Effaré, désespéré, Edouard ouvrit plusieurs fois la [PAGE 158] bouche, sans pouvoir émettre aucun son, et quitta la salle encadré par le commando du sapak avec une sûreté de technique qui était un sujet d'admiration pour le général en chef lui-même. Quelques minutes plus tard, le jeune boy, toujours étroitement marqué par le commando du sapak, revint avec les armes et les posa sur la table, au milieu des couverts, des plats de viande et de légumes et des bouteilles de vin. Au même moment, il y eut du remue-ménage dans la cour, on vit Mor-Zamba, sous la lampe sans abat-jour de la terrasse, fendre les rangs compacts d'adolescents armés de machètes et pénétrer dans la salle à manger, à bout de souffle, à force sans doute d'appeler Mor-Kinda.

– Jo, Jo, Jo, répétait-il. Tu es dingue, Jo ! Je t'en prie, arrête, attends. Jo, je t'en supplie. Ah ! j'arrive à temps, apparemment. Jo, je t'en prie...

– Tais-toi, Le Péquenot, tu me fatigues ! lui dit sèchement Je Le Jongleur. Ne t'occupe pas de ça, nous réglerons nos affaires plus tard. Evariste, notre compte d'armes est-il vérifié ?

Le sapak procéda calmement à l'inventaire des armes, puis fit de la tête un signe d'acquiescement à l'adresse de Jo Le Jongleur.

– C'est parfait, les gars. Mission accomplie. Retirons-nous.

– Père ! s'écria Frère Nicolas d'une voix suppliante à l'adresse de son compatriote, Père, fais-leur jurer qu'ils garantissent désormais notre sécurité.
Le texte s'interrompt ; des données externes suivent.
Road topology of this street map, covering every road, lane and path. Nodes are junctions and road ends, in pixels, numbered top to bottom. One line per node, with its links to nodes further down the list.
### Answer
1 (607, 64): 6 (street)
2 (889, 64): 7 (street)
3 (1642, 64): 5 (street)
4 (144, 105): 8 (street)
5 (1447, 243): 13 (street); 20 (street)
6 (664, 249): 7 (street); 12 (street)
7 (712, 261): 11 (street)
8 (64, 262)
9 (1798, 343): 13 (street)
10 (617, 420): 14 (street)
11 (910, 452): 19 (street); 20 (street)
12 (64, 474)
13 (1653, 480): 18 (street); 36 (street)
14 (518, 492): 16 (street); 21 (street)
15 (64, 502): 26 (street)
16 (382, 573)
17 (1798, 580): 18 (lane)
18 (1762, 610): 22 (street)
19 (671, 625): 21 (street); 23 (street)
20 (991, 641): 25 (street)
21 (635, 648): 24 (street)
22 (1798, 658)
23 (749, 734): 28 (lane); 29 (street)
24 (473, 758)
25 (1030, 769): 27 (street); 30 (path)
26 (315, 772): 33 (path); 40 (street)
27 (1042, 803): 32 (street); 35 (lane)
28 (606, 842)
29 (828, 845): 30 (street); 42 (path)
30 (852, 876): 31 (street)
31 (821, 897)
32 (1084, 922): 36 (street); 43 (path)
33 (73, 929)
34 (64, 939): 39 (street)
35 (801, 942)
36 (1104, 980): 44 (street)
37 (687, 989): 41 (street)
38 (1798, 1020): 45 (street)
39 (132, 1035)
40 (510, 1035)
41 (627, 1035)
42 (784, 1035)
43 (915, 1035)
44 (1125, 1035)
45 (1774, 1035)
Hein, vous autres, reconnaissez-vous que vous êtes désormais responsables de notre sécurité ?

– Et Jésus-Christ, alors ? railla Jo Le Jongleur, il ne veut donc plus rien faire pour vous ?
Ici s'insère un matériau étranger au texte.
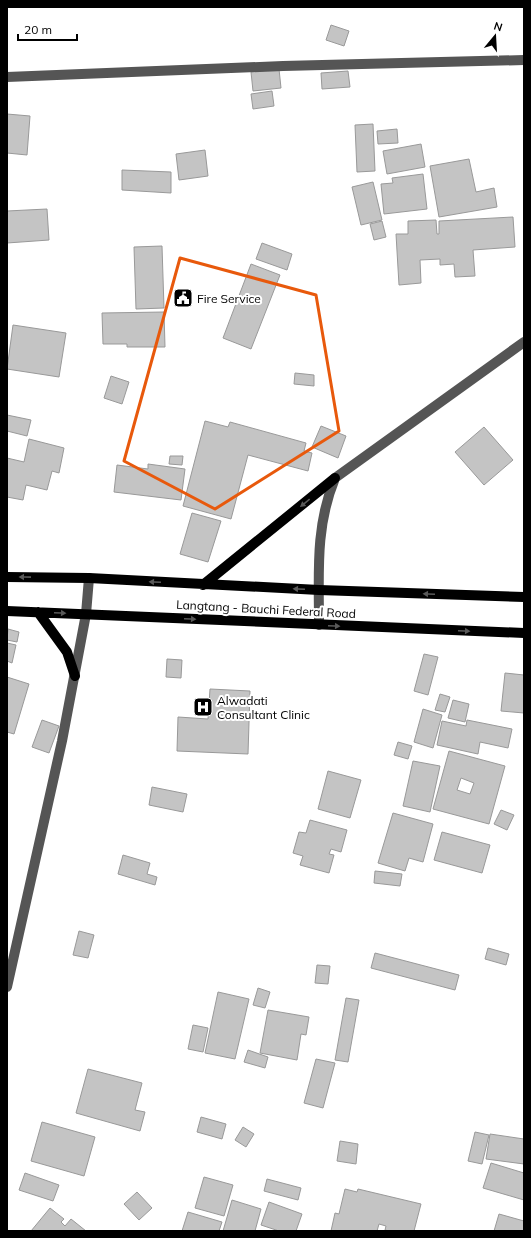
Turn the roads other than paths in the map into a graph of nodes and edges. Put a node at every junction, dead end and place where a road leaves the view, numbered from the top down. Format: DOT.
graph roads {
  1 [pos="524,60"];
  2 [pos="7,77"];
  3 [pos="524,342"];
  4 [pos="335,478"];
  5 [pos="7,577"];
  6 [pos="89,578"];
  7 [pos="203,584"];
  8 [pos="319,590"];
  9 [pos="524,597"];
  10 [pos="7,611"];
  11 [pos="38,612"];
  12 [pos="86,614"];
  13 [pos="318,625"];
  14 [pos="524,633"];
  15 [pos="75,676"];
  16 [pos="7,987"];
  1 -- 2 [label="street"];
  3 -- 4 [label="street"];
  4 -- 7 [label="main road, one-way"];
  4 -- 8 [label="street"];
  6 -- 5 [label="main road, Langtang - Bauchi Federal Road, one-way"];
  7 -- 6 [label="main road, Langtang - Bauchi Federal Road, one-way"];
  6 -- 12 [label="street"];
  8 -- 7 [label="main road, Langtang - Bauchi Federal Road, one-way"];
  9 -- 8 [label="main road, Langtang - Bauchi Federal Road, one-way"];
  8 -- 13 [label="street"];
  10 -- 11 [label="main road, Langtang - Bauchi Federal Road"];
  11 -- 12 [label="main road, Langtang - Bauchi Federal Road, one-way"];
  11 -- 15 [label="main road"];
  12 -- 13 [label="main road, Langtang - Bauchi Federal Road, one-way"];
  12 -- 15 [label="street"];
  13 -- 14 [label="main road, Langtang - Bauchi Federal Road, one-way"];
  15 -- 16 [label="street"];
}
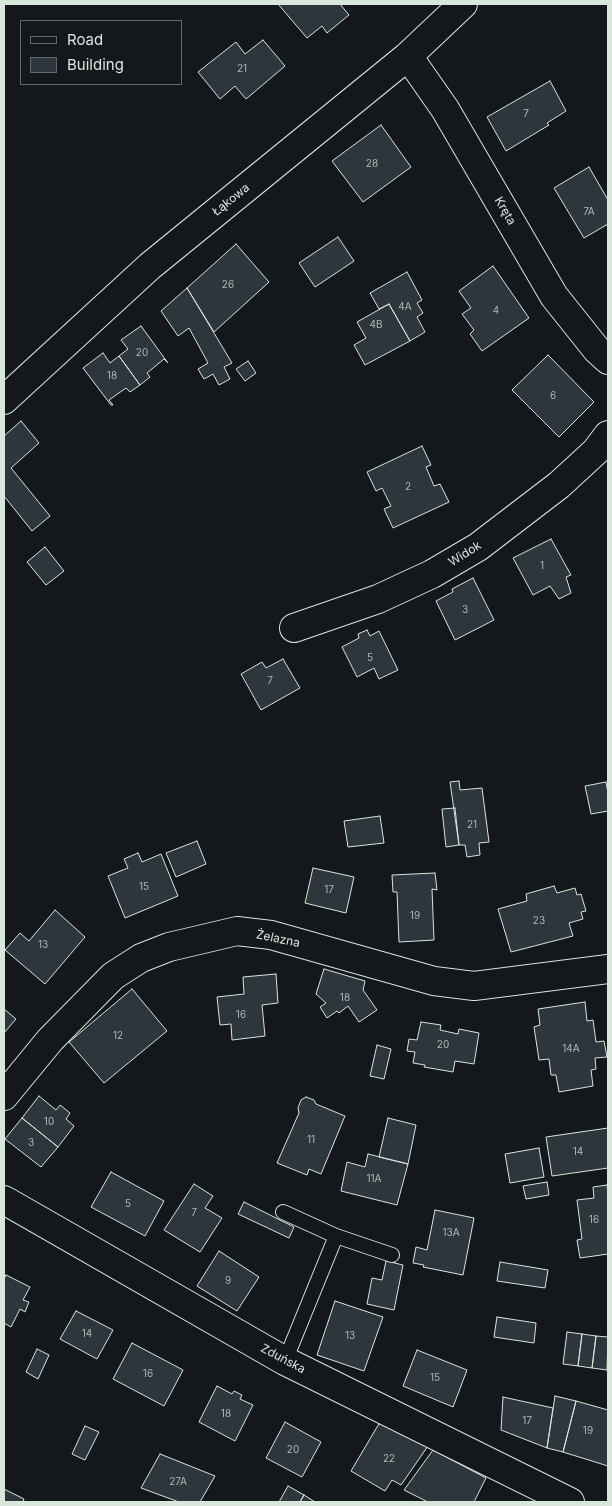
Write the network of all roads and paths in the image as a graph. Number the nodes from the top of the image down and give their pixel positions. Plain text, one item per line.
1 (463, 4) edge
2 (408, 56) junction
3 (608, 360) edge
4 (4, 400) edge
5 (608, 435) edge
6 (294, 628) dead end
7 (608, 969) edge
8 (4, 1096) edge
9 (4, 1200) edge
10 (283, 1212) dead end
11 (336, 1236) junction
12 (392, 1255) dead end
13 (285, 1361) junction
14 (570, 1502) edge

1 - 2 street, Łąkowa
2 - 3 street, Kręta
2 - 4 street, Łąkowa
5 - 6 street, Widok
7 - 8 street, Żelazna
9 - 13 street, Zduńska
10 - 11 lane
11 - 12 lane
11 - 13 lane
13 - 14 street, Zduńska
– Père, gémissait Frère Nicolas, fais-leur jurer...

– Ne t'inquiète pas, Frère Nicolas, j'ai déjà eu l'occasion d'en discuter avec celui-là, le grand, qui semble être le chef.

– Pas de panique, le gros, ricana Jo Le Jongleur. Nous ne toucherons même pas à vos testicules; nous ne sommes pas comme vous autres. Salut ! et que notre visite ne vous coupe surtout pas l'appétit... Veinards ! toujours bien approvisionnés, pas vrai ? Jésus-Christ sans doute ? Dommage qu'il ne soit pas aussi généreux avec nous autres.